We study the behavior of the meshless finite difference method based on radial basis functions applied to the stationary incompressible Stokes equations in two spatial dimensions, with the velocity and the pressure discretized on their own node sets. We demonstrate that the main condition for the stability of the numerical solution is that the distribution of the pressure nodes has to be coarser than that of the velocity both globally and locally in the domain, and there is no need for any more complex assumptions similar to the Ladyzhenskaya-Babuška-Brezzi condition in the finite element method. Optimal stability is achieved when the relative local density of the velocity to pressure nodes is about 4:1. The convergence rates of the method correspond to the convergence rates of numerical differentiation for both low and higher order discretizations. The method works well on both mesh-based and irregular nodes, such as those generated by random or quasi-random numbers and on nodes with varying density.

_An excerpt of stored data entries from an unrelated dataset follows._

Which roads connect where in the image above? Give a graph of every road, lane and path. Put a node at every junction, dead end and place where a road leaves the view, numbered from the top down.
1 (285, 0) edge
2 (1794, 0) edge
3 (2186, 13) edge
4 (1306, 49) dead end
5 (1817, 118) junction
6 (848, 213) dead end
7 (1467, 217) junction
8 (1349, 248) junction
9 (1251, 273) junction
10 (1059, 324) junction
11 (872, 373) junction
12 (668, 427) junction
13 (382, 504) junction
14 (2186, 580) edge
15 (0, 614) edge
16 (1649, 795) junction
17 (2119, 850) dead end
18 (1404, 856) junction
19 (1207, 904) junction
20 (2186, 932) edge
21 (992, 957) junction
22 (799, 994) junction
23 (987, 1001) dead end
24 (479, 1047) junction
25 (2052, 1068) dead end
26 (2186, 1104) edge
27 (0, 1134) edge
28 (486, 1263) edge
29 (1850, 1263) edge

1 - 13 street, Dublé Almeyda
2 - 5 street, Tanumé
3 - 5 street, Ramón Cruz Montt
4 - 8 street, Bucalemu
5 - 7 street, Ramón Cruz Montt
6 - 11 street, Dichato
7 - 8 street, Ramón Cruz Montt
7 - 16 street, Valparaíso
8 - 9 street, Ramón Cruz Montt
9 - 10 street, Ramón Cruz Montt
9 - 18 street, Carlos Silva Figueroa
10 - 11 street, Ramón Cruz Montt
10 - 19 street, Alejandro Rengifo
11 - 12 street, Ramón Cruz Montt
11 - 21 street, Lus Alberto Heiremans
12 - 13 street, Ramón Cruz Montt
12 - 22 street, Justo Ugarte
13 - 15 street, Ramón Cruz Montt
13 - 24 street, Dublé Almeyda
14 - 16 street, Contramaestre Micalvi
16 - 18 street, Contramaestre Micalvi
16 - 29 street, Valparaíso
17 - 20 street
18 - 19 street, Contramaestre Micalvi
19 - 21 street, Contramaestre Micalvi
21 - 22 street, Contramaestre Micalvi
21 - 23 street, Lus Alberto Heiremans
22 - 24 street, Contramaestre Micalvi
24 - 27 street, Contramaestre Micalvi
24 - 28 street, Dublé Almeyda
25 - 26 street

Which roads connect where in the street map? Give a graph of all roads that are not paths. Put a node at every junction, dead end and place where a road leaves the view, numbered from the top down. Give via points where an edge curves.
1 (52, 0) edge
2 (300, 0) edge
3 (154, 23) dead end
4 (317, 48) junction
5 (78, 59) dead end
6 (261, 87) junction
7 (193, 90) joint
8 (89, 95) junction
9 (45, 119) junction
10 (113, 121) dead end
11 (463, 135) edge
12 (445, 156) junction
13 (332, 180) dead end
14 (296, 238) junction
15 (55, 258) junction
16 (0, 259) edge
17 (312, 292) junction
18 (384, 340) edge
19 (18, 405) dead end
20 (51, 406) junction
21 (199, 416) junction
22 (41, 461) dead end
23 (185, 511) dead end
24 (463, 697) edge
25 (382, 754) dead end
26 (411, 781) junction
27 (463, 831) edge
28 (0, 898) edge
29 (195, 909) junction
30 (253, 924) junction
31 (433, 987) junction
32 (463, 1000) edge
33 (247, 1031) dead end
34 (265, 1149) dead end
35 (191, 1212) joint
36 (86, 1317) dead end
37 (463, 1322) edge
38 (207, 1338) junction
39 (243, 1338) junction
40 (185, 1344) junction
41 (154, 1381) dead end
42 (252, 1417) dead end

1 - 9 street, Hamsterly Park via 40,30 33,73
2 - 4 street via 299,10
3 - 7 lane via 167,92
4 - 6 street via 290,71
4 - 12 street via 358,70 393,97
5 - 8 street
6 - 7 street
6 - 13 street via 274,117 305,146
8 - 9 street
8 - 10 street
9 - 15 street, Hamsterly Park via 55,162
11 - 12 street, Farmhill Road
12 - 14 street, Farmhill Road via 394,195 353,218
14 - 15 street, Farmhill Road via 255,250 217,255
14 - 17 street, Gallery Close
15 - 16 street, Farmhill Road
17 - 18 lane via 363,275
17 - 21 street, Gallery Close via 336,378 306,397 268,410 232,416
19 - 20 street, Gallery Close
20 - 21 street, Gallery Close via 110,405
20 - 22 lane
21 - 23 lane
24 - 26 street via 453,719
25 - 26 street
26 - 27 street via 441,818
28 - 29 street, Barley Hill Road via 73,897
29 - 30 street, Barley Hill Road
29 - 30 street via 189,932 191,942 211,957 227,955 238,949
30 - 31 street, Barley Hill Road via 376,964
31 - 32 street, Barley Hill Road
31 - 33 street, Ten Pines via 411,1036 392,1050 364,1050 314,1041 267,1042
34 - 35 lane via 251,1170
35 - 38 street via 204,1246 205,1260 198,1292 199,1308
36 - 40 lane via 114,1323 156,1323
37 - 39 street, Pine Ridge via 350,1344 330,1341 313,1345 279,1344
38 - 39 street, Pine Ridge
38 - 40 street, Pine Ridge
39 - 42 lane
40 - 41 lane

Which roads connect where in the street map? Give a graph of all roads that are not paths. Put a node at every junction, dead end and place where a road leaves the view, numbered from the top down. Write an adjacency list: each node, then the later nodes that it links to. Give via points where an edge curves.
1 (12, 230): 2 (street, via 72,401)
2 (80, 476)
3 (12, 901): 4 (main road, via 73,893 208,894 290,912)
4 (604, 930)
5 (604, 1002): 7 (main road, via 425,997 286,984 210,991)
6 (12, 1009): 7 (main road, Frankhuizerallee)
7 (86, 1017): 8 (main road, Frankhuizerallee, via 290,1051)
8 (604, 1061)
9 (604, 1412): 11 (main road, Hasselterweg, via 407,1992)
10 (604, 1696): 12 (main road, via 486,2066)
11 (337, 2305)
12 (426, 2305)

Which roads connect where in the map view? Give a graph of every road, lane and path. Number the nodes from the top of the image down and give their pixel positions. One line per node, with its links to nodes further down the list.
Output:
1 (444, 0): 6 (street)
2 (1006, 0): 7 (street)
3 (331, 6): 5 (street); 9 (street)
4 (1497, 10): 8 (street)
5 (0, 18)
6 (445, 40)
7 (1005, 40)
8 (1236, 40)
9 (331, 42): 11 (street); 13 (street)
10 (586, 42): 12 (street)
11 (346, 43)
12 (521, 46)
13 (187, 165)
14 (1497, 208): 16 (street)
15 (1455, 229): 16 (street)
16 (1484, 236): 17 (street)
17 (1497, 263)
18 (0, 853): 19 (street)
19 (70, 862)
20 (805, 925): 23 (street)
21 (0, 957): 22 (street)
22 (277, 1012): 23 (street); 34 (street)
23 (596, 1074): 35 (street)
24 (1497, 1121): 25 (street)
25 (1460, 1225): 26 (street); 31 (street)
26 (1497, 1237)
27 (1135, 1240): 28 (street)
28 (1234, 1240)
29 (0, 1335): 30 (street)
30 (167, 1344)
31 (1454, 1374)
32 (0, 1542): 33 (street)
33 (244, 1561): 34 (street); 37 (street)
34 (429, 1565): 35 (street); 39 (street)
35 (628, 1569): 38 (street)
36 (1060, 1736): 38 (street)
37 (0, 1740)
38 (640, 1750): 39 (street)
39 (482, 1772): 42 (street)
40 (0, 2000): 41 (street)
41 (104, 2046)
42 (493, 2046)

There is no need for special staggered arrangements, which suggests that node generation algorithms may produce just one node set and obtain the other by either refinement or coarsening. Numerical results for the benchmark Driven Cavity Problem confirm the robustness and high accuracy of the method, in particular resolving a cascade of multiple Moffatt Eddies at the tip of the wedge by using nodes obtained from the quasi-random Halton sequence.